Verse 2. - The fifth year of King Jehoiachin's captivity. The date of this deportation stands as B.C. 599 (2 Kings 24:8-16; 2 Chronicles 36:9, 10), and thus brings us to B.C. 595/4 as the time of Ezekiel's first vision. It was for him and for his fellow exiles a natural starting point to reckon from. It would have been, in one sense, as natural to reckon from the beginning of Zedekiah's reign, as Jeremiah does (Jeremiah 39:1, 2), but Ezekiel does not recognize that prince - who was, as it were, a mere satrap under Nebuchadnezzar - as a true king, and throughout his book systematically adheres to this era (Ezekiel 8:1; Ezekiel 20:1; Ezekiel 24:1, et al.). About this time, but a year before, the false prophets of Judah were prophesying the overthrow of Babylon and the return of Jeconiah within two years (Jeremiah 28:3), and the expectations thus raised were probably shared by many of Ezekiel's companions in exile, while he himself adhered to the counsels of the leter which Jeremiah had sent (Jeremiah 29:1-23) to the Jews of the Captivity. To one who felt himself thus apart from his brethren, musing over many things, and perhaps perplexed with the conflict of prophetic voices, there was given, in the "visions of God" which he relates, the guidance that he needed. They did not break in, we may well believe, suddenly and without preparation on the normal order of his life. Like other prophets, he felt, even before his call, the burdens of his time. and vexed his soul with the ungodly deeds of these among whom he lived.

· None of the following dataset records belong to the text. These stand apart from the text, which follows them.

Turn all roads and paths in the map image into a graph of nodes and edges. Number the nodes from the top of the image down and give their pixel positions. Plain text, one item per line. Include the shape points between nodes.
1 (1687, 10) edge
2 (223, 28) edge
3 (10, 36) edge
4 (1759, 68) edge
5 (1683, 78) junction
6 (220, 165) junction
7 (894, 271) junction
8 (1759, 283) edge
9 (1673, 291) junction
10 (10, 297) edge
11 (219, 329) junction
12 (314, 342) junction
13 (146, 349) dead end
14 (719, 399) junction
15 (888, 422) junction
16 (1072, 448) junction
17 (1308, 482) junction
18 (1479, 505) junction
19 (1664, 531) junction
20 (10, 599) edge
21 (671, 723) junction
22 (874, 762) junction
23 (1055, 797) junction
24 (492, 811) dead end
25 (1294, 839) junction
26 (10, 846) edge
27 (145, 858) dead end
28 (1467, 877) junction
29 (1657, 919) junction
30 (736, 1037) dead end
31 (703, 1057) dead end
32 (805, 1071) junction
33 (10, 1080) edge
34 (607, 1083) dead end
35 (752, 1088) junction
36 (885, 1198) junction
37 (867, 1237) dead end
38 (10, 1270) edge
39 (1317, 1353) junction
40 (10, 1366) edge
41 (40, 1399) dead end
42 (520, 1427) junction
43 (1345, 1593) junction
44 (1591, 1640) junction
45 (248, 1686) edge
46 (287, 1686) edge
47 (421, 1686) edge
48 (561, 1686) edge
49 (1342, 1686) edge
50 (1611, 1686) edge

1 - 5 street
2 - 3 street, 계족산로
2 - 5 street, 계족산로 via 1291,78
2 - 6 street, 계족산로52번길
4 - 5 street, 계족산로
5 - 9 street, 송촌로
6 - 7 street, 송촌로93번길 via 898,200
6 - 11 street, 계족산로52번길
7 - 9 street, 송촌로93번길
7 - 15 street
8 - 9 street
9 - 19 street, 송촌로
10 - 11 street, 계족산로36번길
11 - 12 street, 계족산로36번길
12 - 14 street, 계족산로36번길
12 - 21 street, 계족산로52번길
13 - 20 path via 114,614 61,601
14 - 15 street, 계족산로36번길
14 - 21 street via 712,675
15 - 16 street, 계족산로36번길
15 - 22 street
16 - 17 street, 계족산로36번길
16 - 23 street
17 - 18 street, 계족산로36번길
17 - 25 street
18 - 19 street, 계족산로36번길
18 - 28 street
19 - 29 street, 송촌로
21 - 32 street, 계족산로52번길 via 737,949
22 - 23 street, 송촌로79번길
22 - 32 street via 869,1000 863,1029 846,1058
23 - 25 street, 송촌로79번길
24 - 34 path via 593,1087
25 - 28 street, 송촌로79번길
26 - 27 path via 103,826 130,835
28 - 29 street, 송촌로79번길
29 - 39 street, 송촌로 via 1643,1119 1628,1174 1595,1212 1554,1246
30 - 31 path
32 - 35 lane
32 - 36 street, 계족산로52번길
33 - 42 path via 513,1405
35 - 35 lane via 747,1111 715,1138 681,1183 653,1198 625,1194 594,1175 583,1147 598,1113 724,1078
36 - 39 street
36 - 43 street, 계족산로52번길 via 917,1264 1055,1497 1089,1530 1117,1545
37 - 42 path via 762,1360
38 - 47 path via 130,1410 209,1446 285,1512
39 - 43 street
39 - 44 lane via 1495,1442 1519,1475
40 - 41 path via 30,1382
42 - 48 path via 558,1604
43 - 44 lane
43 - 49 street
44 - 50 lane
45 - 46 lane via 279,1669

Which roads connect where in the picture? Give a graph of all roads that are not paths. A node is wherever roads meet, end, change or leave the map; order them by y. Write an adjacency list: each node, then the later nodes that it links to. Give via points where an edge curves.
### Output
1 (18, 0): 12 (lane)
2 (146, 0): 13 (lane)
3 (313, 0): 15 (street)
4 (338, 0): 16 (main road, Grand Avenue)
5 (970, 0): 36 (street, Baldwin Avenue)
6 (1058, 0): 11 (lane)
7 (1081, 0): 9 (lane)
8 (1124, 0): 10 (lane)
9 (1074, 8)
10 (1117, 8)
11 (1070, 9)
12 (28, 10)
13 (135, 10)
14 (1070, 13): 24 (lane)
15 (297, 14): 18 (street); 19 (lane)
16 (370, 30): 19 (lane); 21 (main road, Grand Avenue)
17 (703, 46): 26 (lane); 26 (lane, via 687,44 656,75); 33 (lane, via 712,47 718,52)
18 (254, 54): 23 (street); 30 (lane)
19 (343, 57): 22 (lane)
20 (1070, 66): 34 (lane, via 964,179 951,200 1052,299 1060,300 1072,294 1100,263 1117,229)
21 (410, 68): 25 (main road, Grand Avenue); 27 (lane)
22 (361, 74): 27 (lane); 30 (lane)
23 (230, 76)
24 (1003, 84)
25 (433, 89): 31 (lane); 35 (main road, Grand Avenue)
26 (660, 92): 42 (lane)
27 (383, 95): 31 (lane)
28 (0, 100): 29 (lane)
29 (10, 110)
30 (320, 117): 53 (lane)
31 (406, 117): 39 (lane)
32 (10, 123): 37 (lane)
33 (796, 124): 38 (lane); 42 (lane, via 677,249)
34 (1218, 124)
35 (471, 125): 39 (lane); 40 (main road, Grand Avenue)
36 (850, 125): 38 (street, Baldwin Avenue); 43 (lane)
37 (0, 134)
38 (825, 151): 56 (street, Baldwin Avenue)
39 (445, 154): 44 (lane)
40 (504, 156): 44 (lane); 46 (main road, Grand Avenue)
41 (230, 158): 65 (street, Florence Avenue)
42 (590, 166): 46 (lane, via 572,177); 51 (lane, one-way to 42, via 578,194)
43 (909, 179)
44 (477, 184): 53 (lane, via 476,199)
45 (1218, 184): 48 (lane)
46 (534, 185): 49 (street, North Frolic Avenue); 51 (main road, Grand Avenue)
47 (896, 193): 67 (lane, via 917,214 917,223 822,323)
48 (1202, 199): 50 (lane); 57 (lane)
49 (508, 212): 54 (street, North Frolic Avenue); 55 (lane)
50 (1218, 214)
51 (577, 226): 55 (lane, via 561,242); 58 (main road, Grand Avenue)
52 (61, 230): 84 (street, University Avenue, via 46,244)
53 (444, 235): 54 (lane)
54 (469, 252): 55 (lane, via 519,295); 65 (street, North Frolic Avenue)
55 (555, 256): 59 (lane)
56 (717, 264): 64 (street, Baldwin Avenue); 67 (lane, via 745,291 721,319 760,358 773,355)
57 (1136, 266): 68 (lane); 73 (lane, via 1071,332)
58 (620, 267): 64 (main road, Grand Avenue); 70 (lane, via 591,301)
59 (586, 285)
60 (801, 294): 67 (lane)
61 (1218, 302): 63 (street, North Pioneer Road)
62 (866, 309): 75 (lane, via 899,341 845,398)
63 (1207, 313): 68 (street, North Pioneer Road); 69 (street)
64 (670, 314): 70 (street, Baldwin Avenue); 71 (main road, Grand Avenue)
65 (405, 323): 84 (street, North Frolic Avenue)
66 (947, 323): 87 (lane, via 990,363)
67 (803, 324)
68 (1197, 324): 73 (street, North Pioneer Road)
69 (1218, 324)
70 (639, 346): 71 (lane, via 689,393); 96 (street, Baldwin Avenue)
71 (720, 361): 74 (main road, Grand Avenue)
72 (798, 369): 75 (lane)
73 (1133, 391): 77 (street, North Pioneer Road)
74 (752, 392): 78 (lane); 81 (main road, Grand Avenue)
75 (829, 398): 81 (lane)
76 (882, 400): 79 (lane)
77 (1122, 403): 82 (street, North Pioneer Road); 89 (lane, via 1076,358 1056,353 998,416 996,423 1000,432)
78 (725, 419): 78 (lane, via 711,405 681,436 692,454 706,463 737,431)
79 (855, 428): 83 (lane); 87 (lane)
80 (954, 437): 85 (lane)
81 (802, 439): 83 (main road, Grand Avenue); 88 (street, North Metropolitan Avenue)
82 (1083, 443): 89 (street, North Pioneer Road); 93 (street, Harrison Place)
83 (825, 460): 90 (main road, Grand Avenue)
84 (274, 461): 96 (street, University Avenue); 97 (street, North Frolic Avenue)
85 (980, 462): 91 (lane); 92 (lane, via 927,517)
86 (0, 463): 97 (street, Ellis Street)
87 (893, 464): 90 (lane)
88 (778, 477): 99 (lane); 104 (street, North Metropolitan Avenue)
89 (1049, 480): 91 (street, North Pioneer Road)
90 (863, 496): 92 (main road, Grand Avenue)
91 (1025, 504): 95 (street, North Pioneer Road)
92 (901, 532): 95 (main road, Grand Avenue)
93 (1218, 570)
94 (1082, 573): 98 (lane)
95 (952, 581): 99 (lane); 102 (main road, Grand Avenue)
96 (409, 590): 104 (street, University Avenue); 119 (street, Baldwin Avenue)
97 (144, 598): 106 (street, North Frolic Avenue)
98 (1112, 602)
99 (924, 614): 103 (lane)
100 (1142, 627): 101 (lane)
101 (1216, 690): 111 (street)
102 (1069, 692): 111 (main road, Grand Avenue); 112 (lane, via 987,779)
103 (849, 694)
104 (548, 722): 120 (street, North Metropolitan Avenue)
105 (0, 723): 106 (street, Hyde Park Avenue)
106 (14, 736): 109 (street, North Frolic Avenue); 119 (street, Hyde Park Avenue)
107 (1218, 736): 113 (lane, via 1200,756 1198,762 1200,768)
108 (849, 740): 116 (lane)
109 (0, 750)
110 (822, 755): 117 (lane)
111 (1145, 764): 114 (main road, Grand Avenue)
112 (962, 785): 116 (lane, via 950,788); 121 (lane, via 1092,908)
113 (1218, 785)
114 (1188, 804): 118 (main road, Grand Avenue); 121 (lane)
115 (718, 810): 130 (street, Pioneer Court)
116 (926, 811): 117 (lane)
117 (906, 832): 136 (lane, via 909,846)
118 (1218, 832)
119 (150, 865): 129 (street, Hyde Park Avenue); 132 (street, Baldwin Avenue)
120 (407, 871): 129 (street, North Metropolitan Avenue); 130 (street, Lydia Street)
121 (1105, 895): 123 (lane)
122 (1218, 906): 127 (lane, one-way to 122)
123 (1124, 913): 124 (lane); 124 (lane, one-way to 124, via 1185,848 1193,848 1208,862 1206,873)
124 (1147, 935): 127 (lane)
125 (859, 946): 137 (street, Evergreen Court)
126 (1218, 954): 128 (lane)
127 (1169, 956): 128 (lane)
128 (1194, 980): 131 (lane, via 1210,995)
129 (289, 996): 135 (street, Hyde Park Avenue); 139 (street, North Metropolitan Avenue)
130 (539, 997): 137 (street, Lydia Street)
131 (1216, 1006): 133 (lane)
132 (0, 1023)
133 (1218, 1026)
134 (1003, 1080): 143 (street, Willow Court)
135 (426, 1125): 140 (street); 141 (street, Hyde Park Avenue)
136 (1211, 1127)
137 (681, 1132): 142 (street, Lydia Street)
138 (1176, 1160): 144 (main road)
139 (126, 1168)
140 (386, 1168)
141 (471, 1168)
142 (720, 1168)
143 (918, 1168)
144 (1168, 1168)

Gill's Exposition of the Entire Bible
In the fifth day of the month,.... The month Tammuz, as before:
(which was the fifth year of Jehoiachin's captivity); the same with Jeconiah and Coniah, as he is sometimes called; he was taken by the king of Babylon, when he had reigned but three months, and his captivity held seven and thirty years, 2 Kings 24:8.
Jamieson-Fausset-Brown Bible Commentary
2. Jehoiachin's captivity—In the third or fourth year of Jehoiakim, father of Jehoiachin, the first carrying away of Jewish captives to Babylon took place, and among them was Daniel. The second was under Jehoiachin, when Ezekiel was carried away. The third and final one was at the taking of Jerusalem under Zedekiah.